PROVIDED DATA ->
■ ■ ■ ■
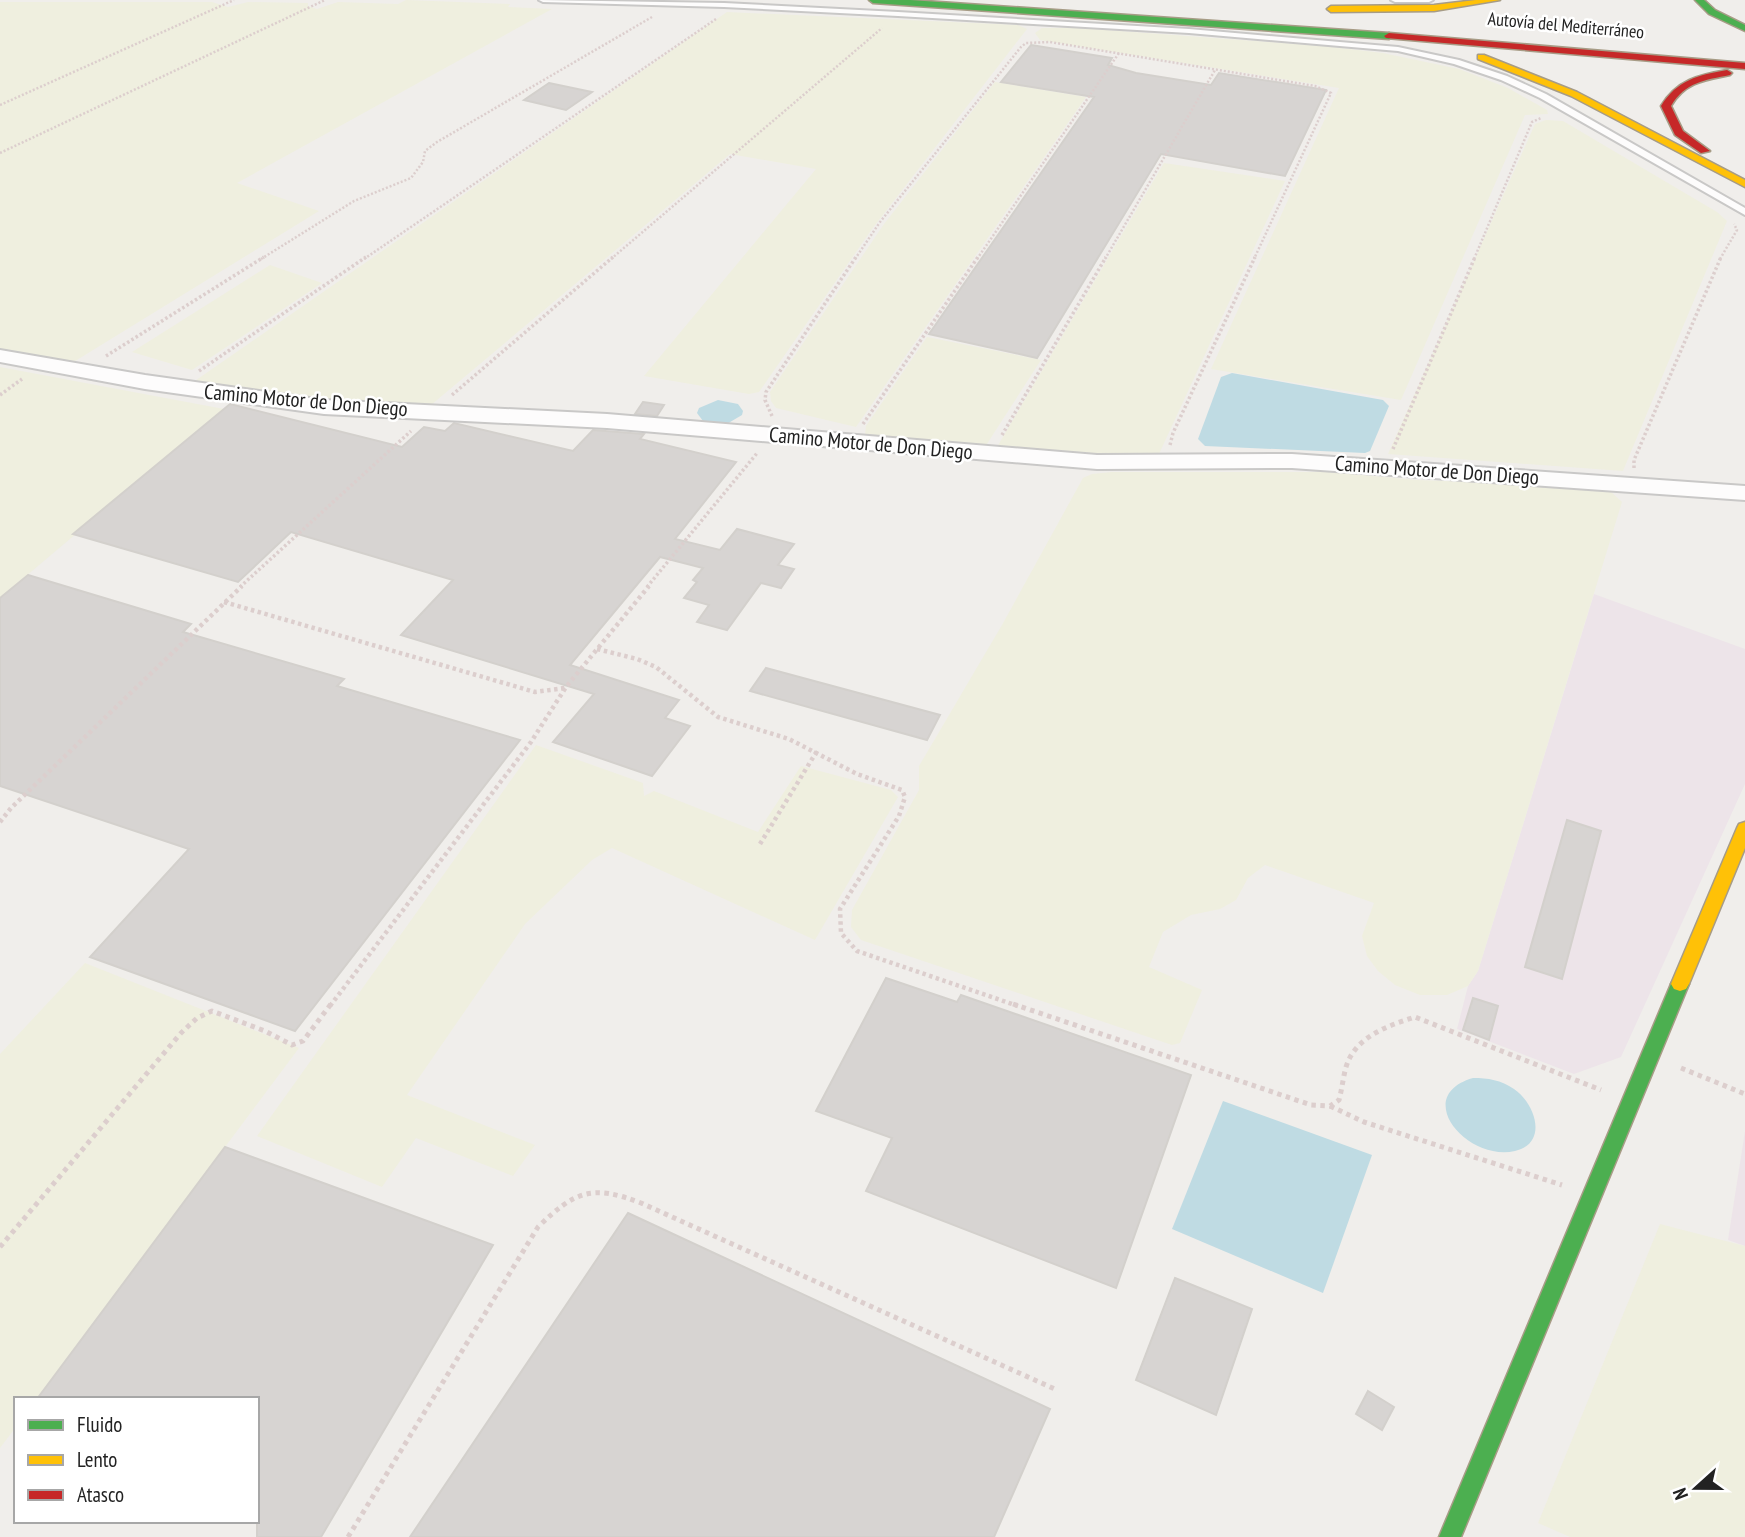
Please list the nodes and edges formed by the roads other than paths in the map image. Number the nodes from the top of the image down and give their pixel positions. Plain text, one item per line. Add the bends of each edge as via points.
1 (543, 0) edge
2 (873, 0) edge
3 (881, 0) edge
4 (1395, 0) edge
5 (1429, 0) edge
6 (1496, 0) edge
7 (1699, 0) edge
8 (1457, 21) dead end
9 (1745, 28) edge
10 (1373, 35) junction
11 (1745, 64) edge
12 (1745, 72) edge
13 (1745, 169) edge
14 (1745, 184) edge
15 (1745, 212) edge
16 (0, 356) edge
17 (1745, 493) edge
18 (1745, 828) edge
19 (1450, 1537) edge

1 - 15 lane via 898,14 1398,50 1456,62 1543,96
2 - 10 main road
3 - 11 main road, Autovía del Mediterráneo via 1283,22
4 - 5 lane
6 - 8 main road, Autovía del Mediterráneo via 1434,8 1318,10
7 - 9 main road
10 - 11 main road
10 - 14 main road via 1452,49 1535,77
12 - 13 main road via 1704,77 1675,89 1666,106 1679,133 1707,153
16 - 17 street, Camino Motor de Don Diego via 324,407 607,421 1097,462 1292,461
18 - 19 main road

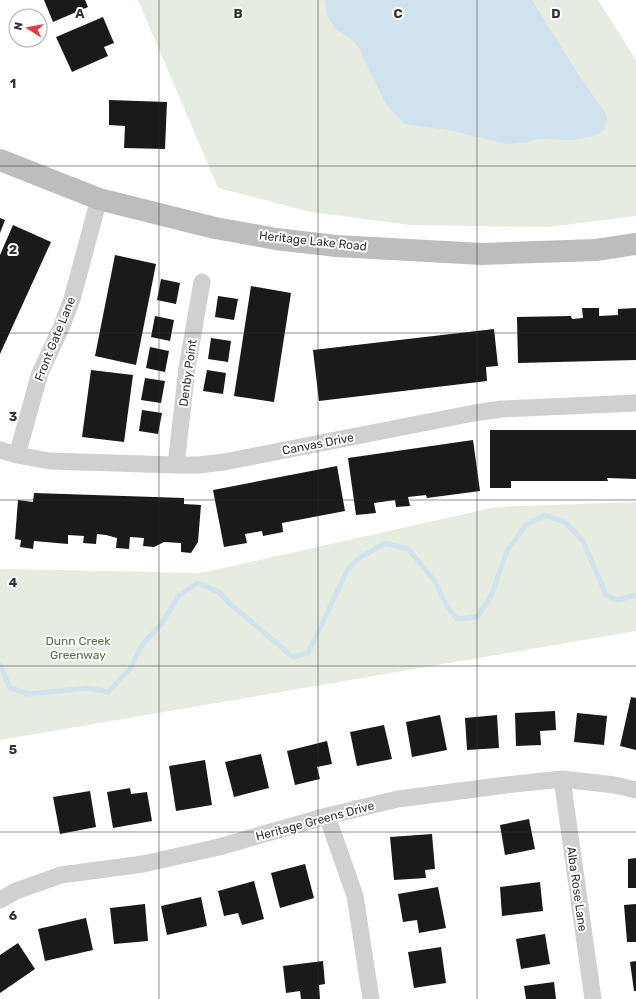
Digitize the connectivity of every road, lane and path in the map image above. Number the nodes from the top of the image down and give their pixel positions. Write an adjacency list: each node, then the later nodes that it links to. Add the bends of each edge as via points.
■ ■ ■ ■
PROBLEM DESCRIPTION -> Your copy should match the material above exactly, minus its pictures.

TASK RESPONSE ->
Please list the nodes and edges formed by the roads other than paths in the map image. Number the nodes from the top of the image down and give their pixel positions. Plain text, one item per line. Add the bends of each edge as via points.
1 (543, 0) edge
2 (873, 0) edge
3 (881, 0) edge
4 (1395, 0) edge
5 (1429, 0) edge
6 (1496, 0) edge
7 (1699, 0) edge
8 (1457, 21) dead end
9 (1745, 28) edge
10 (1373, 35) junction
11 (1745, 64) edge
12 (1745, 72) edge
13 (1745, 169) edge
14 (1745, 184) edge
15 (1745, 212) edge
16 (0, 356) edge
17 (1745, 493) edge
18 (1745, 828) edge
19 (1450, 1537) edge

1 - 15 lane via 898,14 1398,50 1456,62 1543,96
2 - 10 main road
3 - 11 main road, Autovía del Mediterráneo via 1283,22
4 - 5 lane
6 - 8 main road, Autovía del Mediterráneo via 1434,8 1318,10
7 - 9 main road
10 - 11 main road
10 - 14 main road via 1452,49 1535,77
12 - 13 main road via 1704,77 1675,89 1666,106 1679,133 1707,153
16 - 17 street, Camino Motor de Don Diego via 324,407 607,421 1097,462 1292,461
18 - 19 main road

Digitize the connectivity of every road, lane and path in the map image above. Number the nodes from the top of the image down and give their pixel positions. Write an adjacency list: each node, then the later nodes that it links to. Add the bends of each edge as via points.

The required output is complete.